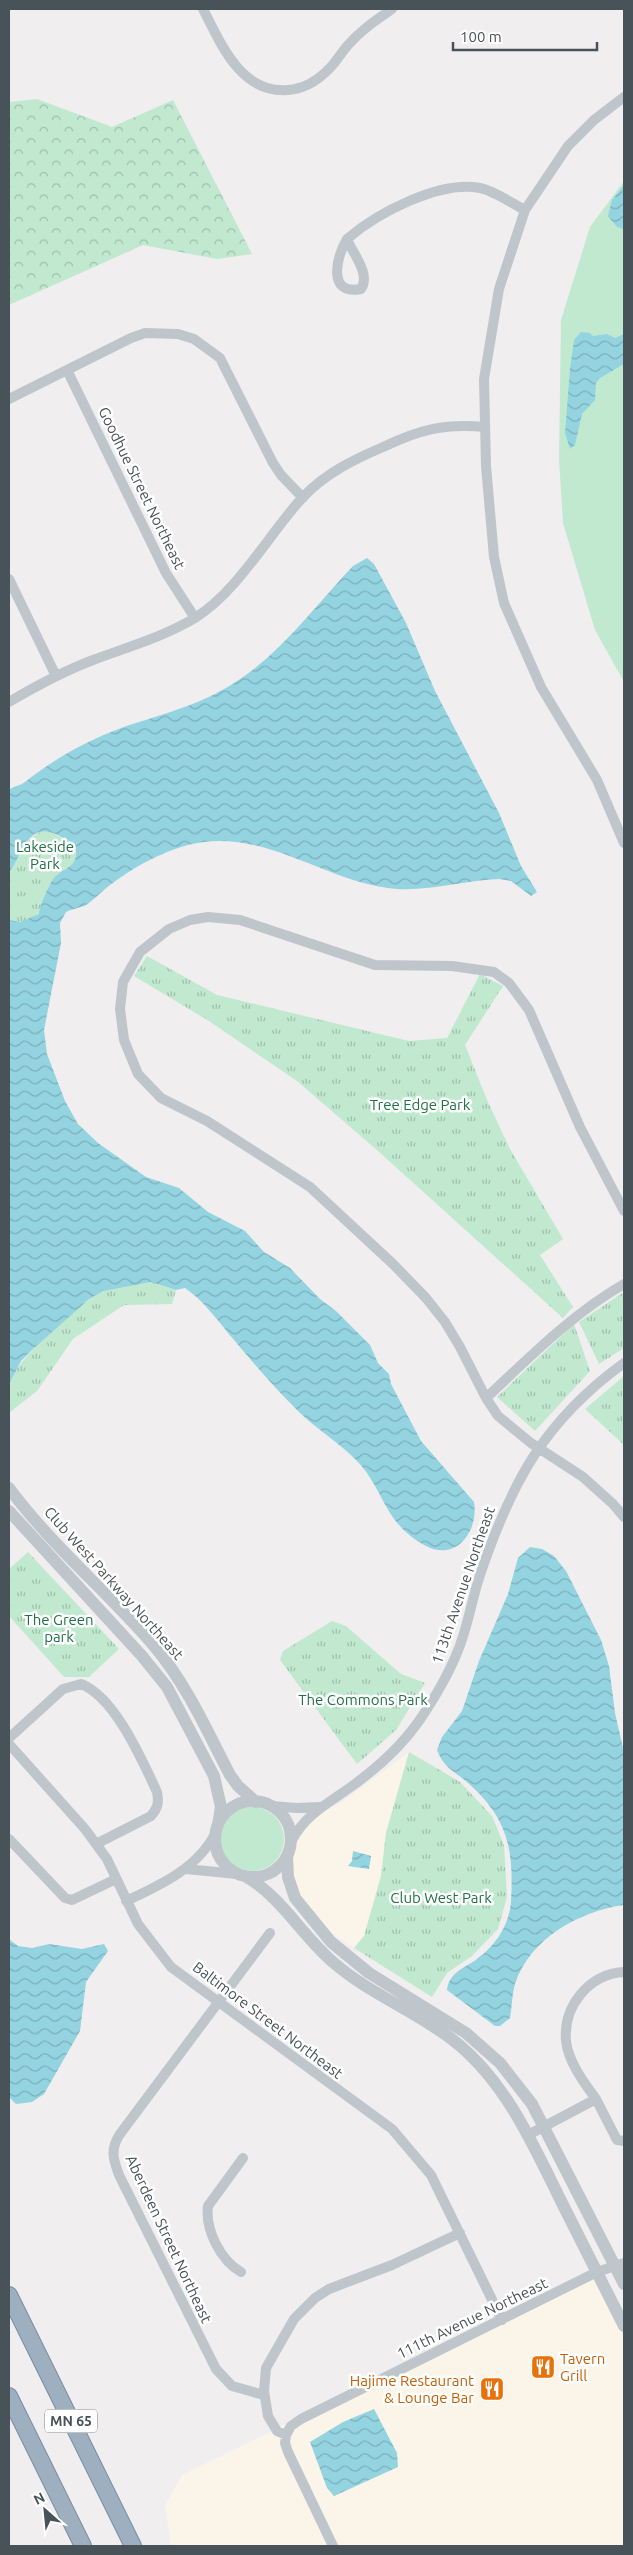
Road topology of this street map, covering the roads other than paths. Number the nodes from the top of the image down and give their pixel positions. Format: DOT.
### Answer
graph roads {
  1 [pos="203,9"];
  2 [pos="392,9"];
  3 [pos="624,97"];
  4 [pos="525,210"];
  5 [pos="347,239"];
  6 [pos="67,370"];
  7 [pos="9,399"];
  8 [pos="485,427"];
  9 [pos="303,498"];
  10 [pos="9,578"];
  11 [pos="194,618"];
  12 [pos="56,676"];
  13 [pos="9,702"];
  14 [pos="624,843"];
  15 [pos="624,1211"];
  16 [pos="624,1284"];
  17 [pos="624,1363"];
  18 [pos="486,1398"];
  19 [pos="538,1448"];
  20 [pos="9,1488"];
  21 [pos="9,1511"];
  22 [pos="624,1517"];
  23 [pos="9,1738"];
  24 [pos="9,1744"];
  25 [pos="256,1802"];
  26 [pos="271,1806"];
  27 [pos="319,1807"];
  28 [pos="217,1828"];
  29 [pos="9,1839"];
  30 [pos="291,1842"];
  31 [pos="96,1844"];
  32 [pos="287,1856"];
  33 [pos="186,1869"];
  34 [pos="241,1875"];
  35 [pos="116,1878"];
  36 [pos="126,1901"];
  37 [pos="270,1933"];
  38 [pos="624,1972"];
  39 [pos="218,2002"];
  40 [pos="596,2099"];
  41 [pos="544,2127"];
  42 [pos="528,2134"];
  43 [pos="624,2141"];
  44 [pos="243,2158"];
  45 [pos="460,2233"];
  46 [pos="620,2264"];
  47 [pos="241,2272"];
  48 [pos="597,2272"];
  49 [pos="624,2284"];
  50 [pos="9,2295"];
  51 [pos="502,2320"];
  52 [pos="624,2326"];
  53 [pos="264,2395"];
  54 [pos="9,2396"];
  55 [pos="286,2435"];
  56 [pos="83,2546"];
  57 [pos="133,2546"];
  58 [pos="333,2546"];
  1 -- 2 [label="street"];
  3 -- 4 [label="street"];
  4 -- 5 [label="street"];
  4 -- 8 [label="street"];
  5 -- 5 [label="street"];
  6 -- 7 [label="street"];
  6 -- 9 [label="street"];
  6 -- 11 [label="street, Goodhue Street Northeast"];
  8 -- 9 [label="street"];
  8 -- 14 [label="street"];
  9 -- 11 [label="street"];
  10 -- 12 [label="street"];
  11 -- 12 [label="street"];
  12 -- 13 [label="street"];
  15 -- 18 [label="street"];
  16 -- 18 [label="street"];
  17 -- 19 [label="street, 113th Avenue Northeast"];
  18 -- 19 [label="street"];
  19 -- 22 [label="street"];
  19 -- 27 [label="street, 113th Avenue Northeast"];
  20 -- 25 [label="street, Club West Parkway Northeast"];
  21 -- 28 [label="street"];
  23 -- 31 [label="street"];
  24 -- 31 [label="street, Baltimore Street Northeast"];
  25 -- 26 [label="street"];
  25 -- 28 [label="street"];
  26 -- 27 [label="street, 113th Avenue Northeast"];
  26 -- 30 [label="street"];
  27 -- 30 [label="street, 113th Avenue Northeast"];
  28 -- 33 [label="street"];
  28 -- 34 [label="street"];
  29 -- 35 [label="street"];
  30 -- 32 [label="street"];
  31 -- 35 [label="street, Baltimore Street Northeast"];
  32 -- 34 [label="street"];
  32 -- 41 [label="street"];
  33 -- 34 [label="street"];
  33 -- 36 [label="street"];
  34 -- 42 [label="street"];
  35 -- 36 [label="street, Baltimore Street Northeast"];
  36 -- 39 [label="street, Baltimore Street Northeast"];
  37 -- 39 [label="street, Aberdeen Street Northeast"];
  38 -- 40 [label="street"];
  39 -- 45 [label="street, Baltimore Street Northeast"];
  39 -- 53 [label="street, Aberdeen Street Northeast"];
  40 -- 41 [label="street"];
  40 -- 43 [label="street"];
  41 -- 42 [label="street"];
  41 -- 46 [label="street"];
  42 -- 48 [label="street"];
  44 -- 47 [label="street"];
  45 -- 51 [label="street, Baltimore Street Northeast"];
  45 -- 53 [label="street"];
  46 -- 48 [label="street, 111th Avenue Northeast"];
  46 -- 49 [label="street"];
  48 -- 51 [label="street, 111th Avenue Northeast"];
  48 -- 52 [label="street"];
  50 -- 57 [label="highway, MN 65"];
  51 -- 55 [label="street, 111th Avenue Northeast"];
  53 -- 55 [label="street"];
  54 -- 56 [label="highway, MN 65"];
  55 -- 58 [label="street"];
}
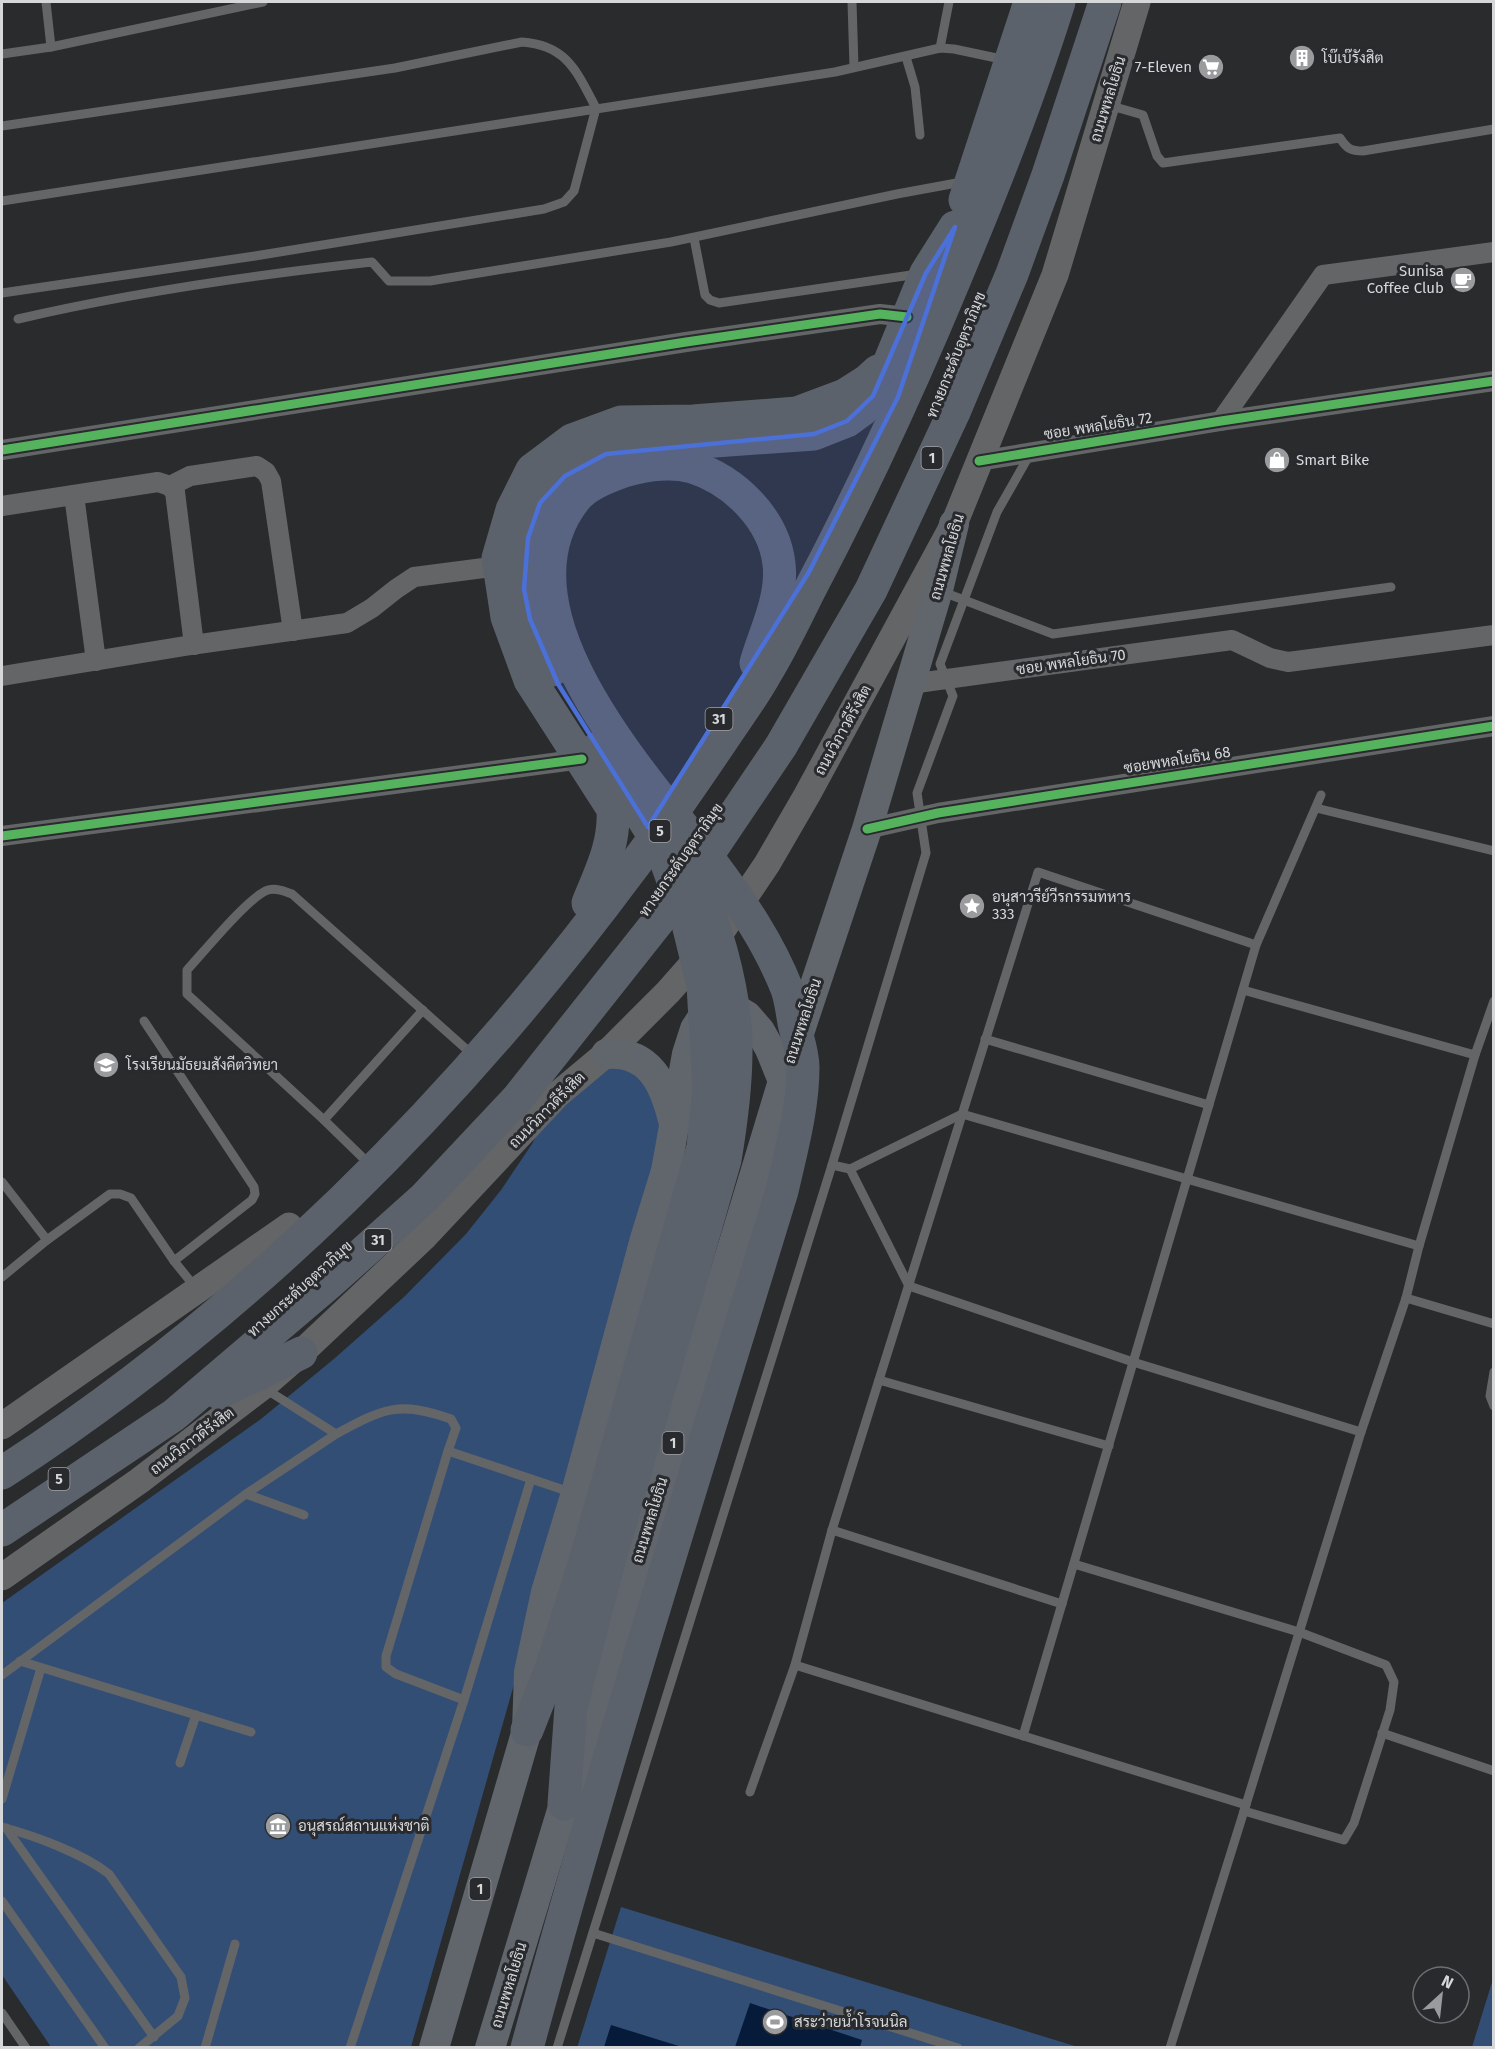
#####
• TASK GOAL: Write out every line from the entries where "roads" appears.

• ANSWER TO THIS PROBLEM:
Road topology of this street map, covering the roads other than paths. Number the nodes from the top of the image down and give their pixel positions. Format: DOT.
graph roads {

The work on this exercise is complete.